DATA FOR REVIEW: Begin

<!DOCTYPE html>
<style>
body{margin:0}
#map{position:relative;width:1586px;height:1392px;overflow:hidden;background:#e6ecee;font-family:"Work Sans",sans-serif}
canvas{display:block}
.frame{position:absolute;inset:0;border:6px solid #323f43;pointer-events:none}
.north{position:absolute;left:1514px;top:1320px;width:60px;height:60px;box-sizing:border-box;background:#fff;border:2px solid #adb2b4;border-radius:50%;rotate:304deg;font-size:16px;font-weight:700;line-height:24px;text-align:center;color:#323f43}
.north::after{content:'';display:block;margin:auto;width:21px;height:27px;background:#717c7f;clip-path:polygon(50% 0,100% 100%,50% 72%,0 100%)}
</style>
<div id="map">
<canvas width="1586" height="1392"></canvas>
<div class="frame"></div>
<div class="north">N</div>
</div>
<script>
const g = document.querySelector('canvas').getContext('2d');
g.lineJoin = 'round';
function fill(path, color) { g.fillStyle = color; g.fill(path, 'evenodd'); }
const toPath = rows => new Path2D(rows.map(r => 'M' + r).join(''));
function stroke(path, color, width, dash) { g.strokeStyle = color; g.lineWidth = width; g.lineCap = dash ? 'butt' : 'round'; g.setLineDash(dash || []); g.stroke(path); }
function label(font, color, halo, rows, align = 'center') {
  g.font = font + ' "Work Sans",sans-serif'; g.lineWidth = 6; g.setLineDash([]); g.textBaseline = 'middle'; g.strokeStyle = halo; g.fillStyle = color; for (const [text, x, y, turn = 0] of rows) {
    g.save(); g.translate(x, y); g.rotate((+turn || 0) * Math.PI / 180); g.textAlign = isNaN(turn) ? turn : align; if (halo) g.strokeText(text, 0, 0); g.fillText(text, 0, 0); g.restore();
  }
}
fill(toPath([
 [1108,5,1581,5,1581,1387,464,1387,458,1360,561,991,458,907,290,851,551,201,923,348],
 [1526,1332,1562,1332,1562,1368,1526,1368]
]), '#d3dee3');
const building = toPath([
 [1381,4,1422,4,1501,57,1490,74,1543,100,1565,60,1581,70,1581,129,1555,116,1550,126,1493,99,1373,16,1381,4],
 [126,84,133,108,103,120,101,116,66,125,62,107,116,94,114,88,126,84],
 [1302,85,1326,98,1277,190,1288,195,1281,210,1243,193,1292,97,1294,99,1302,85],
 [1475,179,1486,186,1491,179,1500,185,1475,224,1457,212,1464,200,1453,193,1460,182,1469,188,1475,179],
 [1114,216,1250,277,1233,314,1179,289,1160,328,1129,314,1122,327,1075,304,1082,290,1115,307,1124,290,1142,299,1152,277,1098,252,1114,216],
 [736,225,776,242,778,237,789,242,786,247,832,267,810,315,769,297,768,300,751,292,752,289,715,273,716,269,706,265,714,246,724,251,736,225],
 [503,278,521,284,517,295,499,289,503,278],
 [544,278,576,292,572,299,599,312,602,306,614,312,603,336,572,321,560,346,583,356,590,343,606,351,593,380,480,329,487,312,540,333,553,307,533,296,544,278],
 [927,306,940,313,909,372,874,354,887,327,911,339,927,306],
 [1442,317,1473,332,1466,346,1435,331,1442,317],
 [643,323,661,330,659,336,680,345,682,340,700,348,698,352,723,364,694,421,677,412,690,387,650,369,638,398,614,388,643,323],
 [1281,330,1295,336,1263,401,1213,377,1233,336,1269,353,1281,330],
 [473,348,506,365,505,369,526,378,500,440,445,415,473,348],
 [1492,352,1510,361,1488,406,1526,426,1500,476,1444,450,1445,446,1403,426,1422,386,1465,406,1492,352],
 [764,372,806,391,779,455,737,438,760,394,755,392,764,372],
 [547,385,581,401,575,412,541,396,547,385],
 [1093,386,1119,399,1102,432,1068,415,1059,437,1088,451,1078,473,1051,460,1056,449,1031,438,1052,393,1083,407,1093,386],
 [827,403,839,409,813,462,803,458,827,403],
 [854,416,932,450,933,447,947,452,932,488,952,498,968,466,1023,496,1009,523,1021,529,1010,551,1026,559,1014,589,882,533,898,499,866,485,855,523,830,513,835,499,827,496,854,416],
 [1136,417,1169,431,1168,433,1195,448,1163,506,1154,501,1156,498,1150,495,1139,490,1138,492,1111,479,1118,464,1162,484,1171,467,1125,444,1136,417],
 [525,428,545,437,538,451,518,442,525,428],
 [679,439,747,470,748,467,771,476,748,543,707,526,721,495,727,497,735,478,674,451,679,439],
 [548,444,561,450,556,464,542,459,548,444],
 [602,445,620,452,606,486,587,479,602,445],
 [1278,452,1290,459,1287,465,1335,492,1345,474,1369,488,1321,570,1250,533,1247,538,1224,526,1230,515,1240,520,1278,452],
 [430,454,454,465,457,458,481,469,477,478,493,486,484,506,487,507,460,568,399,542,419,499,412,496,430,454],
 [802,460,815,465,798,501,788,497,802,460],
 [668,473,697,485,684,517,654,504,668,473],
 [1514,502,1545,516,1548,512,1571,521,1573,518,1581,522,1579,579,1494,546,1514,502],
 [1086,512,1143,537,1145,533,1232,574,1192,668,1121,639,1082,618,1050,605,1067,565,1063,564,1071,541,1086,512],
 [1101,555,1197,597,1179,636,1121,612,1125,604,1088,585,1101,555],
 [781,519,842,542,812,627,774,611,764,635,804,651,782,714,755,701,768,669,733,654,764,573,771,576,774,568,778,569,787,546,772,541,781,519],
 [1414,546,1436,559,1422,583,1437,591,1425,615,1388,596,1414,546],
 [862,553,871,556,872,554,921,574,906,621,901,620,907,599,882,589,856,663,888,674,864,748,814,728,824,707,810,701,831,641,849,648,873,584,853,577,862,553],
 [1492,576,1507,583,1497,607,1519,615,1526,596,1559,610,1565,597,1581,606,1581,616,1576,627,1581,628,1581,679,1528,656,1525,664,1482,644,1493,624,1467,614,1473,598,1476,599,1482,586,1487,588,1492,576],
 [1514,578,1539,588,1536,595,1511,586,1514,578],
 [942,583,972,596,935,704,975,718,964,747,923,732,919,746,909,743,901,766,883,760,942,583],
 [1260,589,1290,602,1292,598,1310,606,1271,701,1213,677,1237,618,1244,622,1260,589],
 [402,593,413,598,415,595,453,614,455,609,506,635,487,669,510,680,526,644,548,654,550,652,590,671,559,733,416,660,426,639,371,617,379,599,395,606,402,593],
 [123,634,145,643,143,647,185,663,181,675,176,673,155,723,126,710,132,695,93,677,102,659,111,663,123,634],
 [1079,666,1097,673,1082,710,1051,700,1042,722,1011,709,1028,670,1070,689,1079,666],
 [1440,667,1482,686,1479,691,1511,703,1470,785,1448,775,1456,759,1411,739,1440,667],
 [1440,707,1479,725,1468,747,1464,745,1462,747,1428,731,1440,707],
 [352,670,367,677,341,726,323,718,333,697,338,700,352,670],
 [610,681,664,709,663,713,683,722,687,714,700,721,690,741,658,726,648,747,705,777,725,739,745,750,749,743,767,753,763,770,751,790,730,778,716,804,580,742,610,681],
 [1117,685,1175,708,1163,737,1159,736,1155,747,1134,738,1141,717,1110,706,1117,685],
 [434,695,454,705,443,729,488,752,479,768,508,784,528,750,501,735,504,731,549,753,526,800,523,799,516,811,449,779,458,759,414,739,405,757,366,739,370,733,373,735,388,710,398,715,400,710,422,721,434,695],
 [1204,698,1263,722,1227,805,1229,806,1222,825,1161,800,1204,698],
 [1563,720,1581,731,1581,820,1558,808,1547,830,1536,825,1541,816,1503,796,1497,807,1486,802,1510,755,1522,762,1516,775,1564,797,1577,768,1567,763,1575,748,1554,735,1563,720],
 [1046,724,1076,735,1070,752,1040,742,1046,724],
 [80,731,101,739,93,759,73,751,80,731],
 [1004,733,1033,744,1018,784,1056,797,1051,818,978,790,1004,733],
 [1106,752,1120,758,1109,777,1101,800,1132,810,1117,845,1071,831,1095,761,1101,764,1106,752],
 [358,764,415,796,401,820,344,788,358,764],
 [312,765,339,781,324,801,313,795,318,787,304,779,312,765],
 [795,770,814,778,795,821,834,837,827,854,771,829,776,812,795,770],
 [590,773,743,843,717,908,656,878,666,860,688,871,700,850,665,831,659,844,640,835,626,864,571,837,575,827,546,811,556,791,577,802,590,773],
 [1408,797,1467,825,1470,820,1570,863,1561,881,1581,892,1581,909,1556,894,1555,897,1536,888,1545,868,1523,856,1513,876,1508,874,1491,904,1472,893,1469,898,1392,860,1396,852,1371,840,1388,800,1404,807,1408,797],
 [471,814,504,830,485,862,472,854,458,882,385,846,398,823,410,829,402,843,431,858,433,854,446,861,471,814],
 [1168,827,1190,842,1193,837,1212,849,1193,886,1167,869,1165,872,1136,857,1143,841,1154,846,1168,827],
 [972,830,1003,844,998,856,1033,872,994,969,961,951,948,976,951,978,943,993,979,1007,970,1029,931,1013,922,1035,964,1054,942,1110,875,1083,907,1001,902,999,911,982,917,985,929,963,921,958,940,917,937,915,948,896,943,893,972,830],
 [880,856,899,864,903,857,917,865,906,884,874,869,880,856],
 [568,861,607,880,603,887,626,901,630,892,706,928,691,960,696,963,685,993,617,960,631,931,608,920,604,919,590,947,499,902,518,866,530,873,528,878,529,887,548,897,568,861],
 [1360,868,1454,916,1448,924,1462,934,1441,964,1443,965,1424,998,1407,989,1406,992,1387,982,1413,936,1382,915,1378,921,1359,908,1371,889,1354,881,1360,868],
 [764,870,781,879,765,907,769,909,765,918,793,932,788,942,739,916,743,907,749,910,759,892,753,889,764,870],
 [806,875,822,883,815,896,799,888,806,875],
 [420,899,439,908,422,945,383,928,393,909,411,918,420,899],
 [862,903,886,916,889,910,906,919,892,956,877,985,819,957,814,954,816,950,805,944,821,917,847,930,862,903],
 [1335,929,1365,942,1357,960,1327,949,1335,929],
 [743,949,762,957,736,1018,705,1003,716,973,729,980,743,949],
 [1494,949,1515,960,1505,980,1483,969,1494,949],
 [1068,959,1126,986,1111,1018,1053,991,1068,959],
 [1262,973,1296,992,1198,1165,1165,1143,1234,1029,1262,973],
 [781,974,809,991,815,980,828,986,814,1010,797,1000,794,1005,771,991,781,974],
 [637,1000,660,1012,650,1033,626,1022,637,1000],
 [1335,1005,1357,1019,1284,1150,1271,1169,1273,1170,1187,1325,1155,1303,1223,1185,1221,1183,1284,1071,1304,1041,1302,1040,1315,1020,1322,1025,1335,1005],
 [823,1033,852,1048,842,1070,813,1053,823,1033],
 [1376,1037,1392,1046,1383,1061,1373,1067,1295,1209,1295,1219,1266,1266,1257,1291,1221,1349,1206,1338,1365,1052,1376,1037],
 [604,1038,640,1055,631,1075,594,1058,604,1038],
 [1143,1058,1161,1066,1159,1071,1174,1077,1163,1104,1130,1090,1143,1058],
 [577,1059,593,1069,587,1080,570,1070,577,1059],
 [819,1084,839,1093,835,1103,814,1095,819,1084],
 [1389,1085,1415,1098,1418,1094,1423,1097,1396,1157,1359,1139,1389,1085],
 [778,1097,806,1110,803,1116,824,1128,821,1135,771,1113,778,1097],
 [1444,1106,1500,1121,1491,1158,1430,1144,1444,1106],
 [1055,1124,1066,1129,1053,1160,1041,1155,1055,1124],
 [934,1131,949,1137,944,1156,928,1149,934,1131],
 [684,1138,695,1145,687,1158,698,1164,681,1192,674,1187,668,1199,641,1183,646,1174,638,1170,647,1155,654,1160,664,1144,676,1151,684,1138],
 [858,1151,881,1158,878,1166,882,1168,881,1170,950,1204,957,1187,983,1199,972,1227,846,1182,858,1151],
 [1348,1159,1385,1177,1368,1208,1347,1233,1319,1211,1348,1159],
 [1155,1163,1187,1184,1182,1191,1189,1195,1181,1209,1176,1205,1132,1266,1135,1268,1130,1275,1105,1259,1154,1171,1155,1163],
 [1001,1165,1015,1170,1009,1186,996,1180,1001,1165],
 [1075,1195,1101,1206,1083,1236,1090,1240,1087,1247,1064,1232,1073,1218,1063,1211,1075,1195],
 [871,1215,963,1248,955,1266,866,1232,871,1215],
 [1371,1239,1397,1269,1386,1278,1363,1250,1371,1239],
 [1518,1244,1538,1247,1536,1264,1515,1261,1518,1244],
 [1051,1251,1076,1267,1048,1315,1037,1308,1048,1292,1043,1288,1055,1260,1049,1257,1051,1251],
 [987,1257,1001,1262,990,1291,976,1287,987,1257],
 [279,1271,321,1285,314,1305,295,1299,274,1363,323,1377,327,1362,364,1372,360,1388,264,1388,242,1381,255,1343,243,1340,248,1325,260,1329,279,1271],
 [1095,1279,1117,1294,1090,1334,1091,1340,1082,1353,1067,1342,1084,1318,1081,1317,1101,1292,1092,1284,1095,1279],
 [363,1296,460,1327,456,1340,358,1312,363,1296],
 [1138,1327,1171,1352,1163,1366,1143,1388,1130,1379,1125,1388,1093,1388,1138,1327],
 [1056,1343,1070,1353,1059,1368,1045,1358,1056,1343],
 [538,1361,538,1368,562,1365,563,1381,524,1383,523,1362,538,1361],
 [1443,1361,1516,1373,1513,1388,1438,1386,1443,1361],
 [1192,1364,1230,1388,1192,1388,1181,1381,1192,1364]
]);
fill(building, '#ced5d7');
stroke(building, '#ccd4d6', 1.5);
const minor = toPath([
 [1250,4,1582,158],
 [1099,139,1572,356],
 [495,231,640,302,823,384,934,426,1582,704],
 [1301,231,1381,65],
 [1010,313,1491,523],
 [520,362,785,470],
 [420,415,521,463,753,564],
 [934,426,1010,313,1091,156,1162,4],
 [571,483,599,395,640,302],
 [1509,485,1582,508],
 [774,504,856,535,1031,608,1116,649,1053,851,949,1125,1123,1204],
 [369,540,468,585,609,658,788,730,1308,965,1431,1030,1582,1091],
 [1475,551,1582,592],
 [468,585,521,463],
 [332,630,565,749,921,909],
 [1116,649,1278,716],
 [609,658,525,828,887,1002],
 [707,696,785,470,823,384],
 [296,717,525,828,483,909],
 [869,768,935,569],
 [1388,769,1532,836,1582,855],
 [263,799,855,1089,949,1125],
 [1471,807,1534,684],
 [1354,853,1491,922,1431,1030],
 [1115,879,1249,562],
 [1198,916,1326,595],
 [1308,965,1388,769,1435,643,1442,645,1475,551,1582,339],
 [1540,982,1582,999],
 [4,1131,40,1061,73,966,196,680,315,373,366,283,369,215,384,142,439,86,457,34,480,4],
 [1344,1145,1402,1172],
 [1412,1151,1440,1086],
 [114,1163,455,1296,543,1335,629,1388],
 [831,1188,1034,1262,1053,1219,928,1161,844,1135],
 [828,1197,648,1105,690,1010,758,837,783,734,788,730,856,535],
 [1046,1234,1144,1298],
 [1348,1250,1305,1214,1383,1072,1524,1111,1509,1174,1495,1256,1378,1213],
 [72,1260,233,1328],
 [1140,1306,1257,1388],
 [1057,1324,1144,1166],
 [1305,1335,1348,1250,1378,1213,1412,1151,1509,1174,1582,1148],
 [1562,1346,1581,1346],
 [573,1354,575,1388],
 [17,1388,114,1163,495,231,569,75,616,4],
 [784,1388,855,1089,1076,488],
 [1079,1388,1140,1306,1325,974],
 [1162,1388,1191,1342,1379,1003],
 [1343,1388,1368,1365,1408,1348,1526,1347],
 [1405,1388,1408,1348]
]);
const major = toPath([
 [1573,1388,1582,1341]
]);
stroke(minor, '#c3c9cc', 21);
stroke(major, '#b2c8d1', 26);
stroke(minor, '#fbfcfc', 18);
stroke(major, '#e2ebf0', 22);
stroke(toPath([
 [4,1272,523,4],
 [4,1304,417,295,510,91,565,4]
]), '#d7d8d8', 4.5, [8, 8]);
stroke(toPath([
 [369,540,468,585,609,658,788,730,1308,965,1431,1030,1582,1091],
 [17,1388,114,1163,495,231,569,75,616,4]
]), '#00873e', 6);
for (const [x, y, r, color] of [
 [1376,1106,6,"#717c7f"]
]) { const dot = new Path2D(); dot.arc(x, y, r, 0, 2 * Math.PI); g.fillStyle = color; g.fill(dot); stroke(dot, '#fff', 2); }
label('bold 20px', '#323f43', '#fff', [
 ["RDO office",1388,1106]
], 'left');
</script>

DATA FOR REVIEW: End

Say how many lines in this listing hold the string "canvas", giving the count and nothing more.

COMPLETED EXERCISE — 3